+++ DATA PROVIDED +++

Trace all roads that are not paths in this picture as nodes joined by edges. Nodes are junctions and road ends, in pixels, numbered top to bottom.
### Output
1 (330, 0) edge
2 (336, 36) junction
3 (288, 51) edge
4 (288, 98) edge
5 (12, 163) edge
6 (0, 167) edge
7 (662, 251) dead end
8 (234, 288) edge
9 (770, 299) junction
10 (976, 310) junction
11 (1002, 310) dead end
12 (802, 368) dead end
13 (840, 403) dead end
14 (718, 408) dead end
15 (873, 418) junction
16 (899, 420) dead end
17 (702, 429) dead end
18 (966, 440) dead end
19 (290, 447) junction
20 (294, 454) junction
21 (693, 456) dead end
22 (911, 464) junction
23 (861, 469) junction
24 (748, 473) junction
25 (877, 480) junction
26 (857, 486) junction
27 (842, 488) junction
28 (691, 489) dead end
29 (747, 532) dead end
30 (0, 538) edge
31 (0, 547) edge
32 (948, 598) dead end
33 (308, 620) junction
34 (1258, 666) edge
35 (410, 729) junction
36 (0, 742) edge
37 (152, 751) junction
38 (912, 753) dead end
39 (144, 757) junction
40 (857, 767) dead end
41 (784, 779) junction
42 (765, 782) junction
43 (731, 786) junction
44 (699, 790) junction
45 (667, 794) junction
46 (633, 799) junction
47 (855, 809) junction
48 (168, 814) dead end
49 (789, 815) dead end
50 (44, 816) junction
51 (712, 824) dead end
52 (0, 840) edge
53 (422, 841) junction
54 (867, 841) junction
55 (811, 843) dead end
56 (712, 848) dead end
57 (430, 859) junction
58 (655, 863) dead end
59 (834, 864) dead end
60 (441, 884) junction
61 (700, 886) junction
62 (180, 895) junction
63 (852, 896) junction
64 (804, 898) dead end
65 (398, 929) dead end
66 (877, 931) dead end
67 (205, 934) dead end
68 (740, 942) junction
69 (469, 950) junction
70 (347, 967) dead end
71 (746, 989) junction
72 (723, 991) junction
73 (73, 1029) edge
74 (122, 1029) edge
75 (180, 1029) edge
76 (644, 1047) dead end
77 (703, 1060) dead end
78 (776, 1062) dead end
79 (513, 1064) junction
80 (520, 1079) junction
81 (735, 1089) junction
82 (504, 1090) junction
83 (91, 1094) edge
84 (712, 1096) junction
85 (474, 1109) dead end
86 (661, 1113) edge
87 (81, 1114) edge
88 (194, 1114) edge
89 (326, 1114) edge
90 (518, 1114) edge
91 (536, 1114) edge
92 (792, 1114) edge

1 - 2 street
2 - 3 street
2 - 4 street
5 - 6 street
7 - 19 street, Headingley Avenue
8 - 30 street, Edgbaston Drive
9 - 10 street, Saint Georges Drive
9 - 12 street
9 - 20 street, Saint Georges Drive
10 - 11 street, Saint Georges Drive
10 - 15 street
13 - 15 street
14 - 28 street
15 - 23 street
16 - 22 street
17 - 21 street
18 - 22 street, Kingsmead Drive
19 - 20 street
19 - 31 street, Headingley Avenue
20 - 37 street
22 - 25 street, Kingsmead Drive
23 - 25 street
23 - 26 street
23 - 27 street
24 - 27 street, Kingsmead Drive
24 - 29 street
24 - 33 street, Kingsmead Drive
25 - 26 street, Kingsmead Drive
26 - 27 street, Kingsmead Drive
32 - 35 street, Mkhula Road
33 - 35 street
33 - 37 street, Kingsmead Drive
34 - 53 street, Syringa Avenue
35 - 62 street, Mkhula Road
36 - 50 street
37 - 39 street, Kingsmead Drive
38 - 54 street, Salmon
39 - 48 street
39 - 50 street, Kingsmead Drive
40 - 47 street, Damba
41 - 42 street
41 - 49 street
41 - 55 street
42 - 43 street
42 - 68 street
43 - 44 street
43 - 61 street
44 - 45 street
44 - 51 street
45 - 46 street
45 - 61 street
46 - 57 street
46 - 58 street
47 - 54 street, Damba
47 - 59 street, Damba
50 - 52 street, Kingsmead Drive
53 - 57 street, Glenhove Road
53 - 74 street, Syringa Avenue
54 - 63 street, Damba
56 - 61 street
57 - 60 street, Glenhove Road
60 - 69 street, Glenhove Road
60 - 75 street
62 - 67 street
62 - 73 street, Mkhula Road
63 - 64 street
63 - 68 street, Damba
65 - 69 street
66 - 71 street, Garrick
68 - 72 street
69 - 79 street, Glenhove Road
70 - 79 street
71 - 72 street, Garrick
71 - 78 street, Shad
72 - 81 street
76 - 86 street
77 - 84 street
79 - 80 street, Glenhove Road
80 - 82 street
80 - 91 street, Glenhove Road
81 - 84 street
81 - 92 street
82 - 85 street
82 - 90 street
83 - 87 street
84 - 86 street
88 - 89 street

+++

(EXERCISE INSTRUCTIONS) Every line holding the word "Headingley" should be copied out of the material.

(FINAL ANSWER)
7 - 19 street, Headingley Avenue
19 - 31 street, Headingley Avenue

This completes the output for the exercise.